À certains moments, il y avait une inflation galopante dans l’empire. Ainsi, les soldats exigeaient des salaires beaucoup plus élevés à mesure que la qualité des pièces de monnaie diminuait.

<< Personne d’autre que moi ne devrait avoir de l’argent afin que je puisse payer les soldats >>, disait Caracalla qui augmenta leurs soldes de près de 50% en 210 après JC.

En 265 après JC, quand la proportion d’argent pur n’était plus que de 0,5% dans un denier, les prix montèrent en flèche de 1000% dans l’Empire romain. Seuls les mercenaires barbares étaient payés en or.

Les effets

Avec la flambée des coûts de logistique et d’administration, et plus aucun métaux précieux à piller aux ennemis, les Romains durent prélever de plus en plus d’impôts aux dépens du peuple pour soutenir l’Empire.

L’hyperinflation, la montée vertigineuse des taxes et une monnaie sans valeur créa une triple infection qui lamina une grande partie du commerce de Rome.
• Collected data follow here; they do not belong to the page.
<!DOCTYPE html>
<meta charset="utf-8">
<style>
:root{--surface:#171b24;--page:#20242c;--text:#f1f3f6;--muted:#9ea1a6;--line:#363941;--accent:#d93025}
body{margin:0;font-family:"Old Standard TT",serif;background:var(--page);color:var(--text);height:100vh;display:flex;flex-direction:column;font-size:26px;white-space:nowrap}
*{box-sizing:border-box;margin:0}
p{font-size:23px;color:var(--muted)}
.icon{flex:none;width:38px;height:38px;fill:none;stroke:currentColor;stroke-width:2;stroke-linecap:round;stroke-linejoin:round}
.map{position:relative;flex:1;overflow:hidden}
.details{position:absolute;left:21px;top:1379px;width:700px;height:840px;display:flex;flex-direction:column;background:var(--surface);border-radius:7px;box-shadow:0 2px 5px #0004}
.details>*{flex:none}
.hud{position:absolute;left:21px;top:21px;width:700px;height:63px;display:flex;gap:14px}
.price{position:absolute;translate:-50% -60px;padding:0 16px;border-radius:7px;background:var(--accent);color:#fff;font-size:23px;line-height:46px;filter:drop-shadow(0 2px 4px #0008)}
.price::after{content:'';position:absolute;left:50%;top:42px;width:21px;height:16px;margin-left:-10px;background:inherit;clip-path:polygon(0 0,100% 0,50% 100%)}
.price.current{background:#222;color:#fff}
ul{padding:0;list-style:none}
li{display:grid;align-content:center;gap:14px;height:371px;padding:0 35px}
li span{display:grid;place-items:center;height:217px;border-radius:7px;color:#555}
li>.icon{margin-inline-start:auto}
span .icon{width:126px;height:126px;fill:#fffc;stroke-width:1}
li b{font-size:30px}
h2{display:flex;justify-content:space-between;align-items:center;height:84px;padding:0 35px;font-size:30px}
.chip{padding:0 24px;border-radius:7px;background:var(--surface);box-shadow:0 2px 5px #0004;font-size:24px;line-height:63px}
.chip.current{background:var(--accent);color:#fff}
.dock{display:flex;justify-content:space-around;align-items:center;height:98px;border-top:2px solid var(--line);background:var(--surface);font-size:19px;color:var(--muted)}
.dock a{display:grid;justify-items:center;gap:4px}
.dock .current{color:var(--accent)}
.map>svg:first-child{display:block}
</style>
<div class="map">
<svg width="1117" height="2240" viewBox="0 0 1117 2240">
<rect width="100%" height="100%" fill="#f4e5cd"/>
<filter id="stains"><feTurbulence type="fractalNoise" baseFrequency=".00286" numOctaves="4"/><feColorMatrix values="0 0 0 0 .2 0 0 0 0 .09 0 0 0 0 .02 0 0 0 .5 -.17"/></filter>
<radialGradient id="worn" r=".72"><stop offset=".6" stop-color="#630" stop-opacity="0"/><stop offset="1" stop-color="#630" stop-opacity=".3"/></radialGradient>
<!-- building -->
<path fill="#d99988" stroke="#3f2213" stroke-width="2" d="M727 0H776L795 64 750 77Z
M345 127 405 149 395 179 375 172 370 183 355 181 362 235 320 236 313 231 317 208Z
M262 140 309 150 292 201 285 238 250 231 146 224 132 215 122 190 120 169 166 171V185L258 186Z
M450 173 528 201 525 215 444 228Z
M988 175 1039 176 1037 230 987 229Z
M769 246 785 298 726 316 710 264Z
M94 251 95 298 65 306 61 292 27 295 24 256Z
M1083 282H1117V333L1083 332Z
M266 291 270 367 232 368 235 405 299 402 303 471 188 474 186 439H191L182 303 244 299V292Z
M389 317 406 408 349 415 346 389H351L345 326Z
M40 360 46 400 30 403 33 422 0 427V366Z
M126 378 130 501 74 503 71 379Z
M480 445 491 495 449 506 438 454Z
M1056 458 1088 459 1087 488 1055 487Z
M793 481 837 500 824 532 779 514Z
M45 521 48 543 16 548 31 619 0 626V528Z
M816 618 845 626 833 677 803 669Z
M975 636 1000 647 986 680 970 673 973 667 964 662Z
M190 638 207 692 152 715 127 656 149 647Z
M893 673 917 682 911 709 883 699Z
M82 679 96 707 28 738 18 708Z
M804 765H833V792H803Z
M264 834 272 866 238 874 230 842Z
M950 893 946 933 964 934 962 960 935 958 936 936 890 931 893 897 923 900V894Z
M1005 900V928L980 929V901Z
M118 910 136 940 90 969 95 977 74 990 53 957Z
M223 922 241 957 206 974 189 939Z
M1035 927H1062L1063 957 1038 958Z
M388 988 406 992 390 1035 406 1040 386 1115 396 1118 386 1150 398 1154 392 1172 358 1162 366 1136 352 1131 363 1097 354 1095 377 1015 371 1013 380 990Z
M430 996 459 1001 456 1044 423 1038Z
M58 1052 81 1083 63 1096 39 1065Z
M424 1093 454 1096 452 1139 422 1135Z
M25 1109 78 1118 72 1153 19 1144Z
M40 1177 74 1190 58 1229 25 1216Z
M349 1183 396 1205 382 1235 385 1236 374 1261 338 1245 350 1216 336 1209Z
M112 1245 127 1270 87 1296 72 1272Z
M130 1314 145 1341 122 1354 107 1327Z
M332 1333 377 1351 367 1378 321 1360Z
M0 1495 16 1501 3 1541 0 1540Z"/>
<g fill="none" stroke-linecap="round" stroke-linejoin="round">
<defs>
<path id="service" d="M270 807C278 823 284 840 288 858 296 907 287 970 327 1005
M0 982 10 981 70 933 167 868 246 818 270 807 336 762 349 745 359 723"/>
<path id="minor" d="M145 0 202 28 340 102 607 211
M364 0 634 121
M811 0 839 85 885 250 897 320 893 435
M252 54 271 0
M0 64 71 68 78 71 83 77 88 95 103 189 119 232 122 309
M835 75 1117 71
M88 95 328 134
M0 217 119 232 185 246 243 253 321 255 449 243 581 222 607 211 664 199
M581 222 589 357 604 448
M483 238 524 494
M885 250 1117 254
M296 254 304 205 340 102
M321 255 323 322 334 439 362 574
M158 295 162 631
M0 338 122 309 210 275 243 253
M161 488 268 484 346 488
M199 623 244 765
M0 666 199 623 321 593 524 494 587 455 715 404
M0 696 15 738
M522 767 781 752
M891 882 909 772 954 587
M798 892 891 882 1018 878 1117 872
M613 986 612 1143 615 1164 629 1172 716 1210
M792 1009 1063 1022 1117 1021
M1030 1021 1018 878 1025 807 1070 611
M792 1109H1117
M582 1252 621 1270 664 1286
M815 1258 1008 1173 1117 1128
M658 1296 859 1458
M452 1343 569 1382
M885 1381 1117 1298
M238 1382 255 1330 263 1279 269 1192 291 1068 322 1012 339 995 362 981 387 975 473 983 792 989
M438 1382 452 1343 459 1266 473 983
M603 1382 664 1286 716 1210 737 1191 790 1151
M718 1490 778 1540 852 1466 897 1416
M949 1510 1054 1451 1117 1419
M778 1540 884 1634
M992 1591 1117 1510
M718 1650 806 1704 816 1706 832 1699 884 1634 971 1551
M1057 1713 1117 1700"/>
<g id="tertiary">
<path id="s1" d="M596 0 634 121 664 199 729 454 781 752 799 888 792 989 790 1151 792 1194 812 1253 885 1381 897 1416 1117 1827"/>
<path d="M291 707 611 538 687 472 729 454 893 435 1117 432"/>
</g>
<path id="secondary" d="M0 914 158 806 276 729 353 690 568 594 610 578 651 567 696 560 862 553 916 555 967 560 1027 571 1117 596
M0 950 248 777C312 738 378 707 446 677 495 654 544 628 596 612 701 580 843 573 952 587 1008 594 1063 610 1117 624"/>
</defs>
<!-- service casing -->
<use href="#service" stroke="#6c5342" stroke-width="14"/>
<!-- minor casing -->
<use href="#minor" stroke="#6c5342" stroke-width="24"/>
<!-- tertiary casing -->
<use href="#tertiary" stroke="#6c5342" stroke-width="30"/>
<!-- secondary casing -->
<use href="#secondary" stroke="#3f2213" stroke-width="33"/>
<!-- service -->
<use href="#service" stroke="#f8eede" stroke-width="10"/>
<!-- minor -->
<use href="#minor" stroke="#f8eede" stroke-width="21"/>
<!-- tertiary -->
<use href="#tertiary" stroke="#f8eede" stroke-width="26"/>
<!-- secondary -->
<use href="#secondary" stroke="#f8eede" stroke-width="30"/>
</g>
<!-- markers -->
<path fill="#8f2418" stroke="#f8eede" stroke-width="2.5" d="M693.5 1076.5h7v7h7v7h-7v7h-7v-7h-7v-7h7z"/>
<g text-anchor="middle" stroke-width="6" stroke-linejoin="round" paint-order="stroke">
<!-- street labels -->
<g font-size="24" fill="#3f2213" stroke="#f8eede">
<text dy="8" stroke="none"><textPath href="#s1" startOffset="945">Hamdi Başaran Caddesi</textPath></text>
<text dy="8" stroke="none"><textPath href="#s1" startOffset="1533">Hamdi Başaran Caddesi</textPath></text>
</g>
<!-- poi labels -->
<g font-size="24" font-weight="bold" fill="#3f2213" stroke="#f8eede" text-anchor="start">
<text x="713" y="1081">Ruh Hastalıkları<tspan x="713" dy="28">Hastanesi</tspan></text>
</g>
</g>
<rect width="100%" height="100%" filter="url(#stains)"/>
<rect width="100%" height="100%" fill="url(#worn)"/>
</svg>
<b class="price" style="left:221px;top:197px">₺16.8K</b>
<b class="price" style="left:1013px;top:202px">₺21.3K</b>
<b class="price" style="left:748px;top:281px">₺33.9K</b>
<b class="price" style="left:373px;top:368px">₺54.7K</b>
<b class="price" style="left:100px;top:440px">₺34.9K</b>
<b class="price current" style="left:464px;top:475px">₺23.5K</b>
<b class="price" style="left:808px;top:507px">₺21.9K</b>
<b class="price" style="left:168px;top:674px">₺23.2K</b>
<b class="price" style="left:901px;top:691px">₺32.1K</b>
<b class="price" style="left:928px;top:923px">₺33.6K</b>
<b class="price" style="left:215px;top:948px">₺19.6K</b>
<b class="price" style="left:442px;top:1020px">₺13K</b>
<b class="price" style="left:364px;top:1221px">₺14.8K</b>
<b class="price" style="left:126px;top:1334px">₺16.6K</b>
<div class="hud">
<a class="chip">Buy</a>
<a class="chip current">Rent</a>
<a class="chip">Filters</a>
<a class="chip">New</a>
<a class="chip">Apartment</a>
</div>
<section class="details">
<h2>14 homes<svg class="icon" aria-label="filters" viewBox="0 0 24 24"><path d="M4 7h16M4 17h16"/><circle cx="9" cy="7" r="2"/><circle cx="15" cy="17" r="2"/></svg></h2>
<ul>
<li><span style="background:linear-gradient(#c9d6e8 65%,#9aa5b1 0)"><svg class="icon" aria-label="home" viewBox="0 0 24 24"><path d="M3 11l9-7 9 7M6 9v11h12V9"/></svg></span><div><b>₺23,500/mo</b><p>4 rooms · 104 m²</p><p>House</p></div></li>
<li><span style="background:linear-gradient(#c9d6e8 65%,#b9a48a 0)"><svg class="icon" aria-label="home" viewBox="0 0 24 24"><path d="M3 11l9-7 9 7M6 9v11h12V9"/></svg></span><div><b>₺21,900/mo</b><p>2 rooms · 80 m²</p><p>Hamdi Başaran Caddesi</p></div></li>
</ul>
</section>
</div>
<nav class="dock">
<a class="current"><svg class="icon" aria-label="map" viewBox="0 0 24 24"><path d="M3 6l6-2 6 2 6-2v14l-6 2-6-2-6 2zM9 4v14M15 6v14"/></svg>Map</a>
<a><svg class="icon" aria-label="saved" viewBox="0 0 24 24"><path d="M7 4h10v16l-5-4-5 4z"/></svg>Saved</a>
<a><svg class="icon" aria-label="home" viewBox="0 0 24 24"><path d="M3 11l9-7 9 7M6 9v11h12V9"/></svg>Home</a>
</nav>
L’économie était paralysée.

À la fin du IIIème siècle, le seul commerce qui restait opérant était un commerce principalement local, reposant sur un système de troc stérile, plutôt que sur un système de change digne de ce nom.

L’effondrement

Pendant la crise du IIIe siècle (235-284 après JC), plus de 50 empereurs se succédèrent. La plupart d’entre eux furent assassinés ou tués sur le champ de bataille.

L’Empire était livré à l’anarchie et divisé en trois États séparés.

Des guerres civiles constantes fragilisaient les frontières de l’Empire. Les réseaux commerciaux se désintégrèrent et les activités commerciales devinrent trop dangereuses.

Les invasions barbares déferlaient de partout. La peste sévissait.

C’est ainsi qu’en 476 après JC, l’Empire romain cessa d’exister.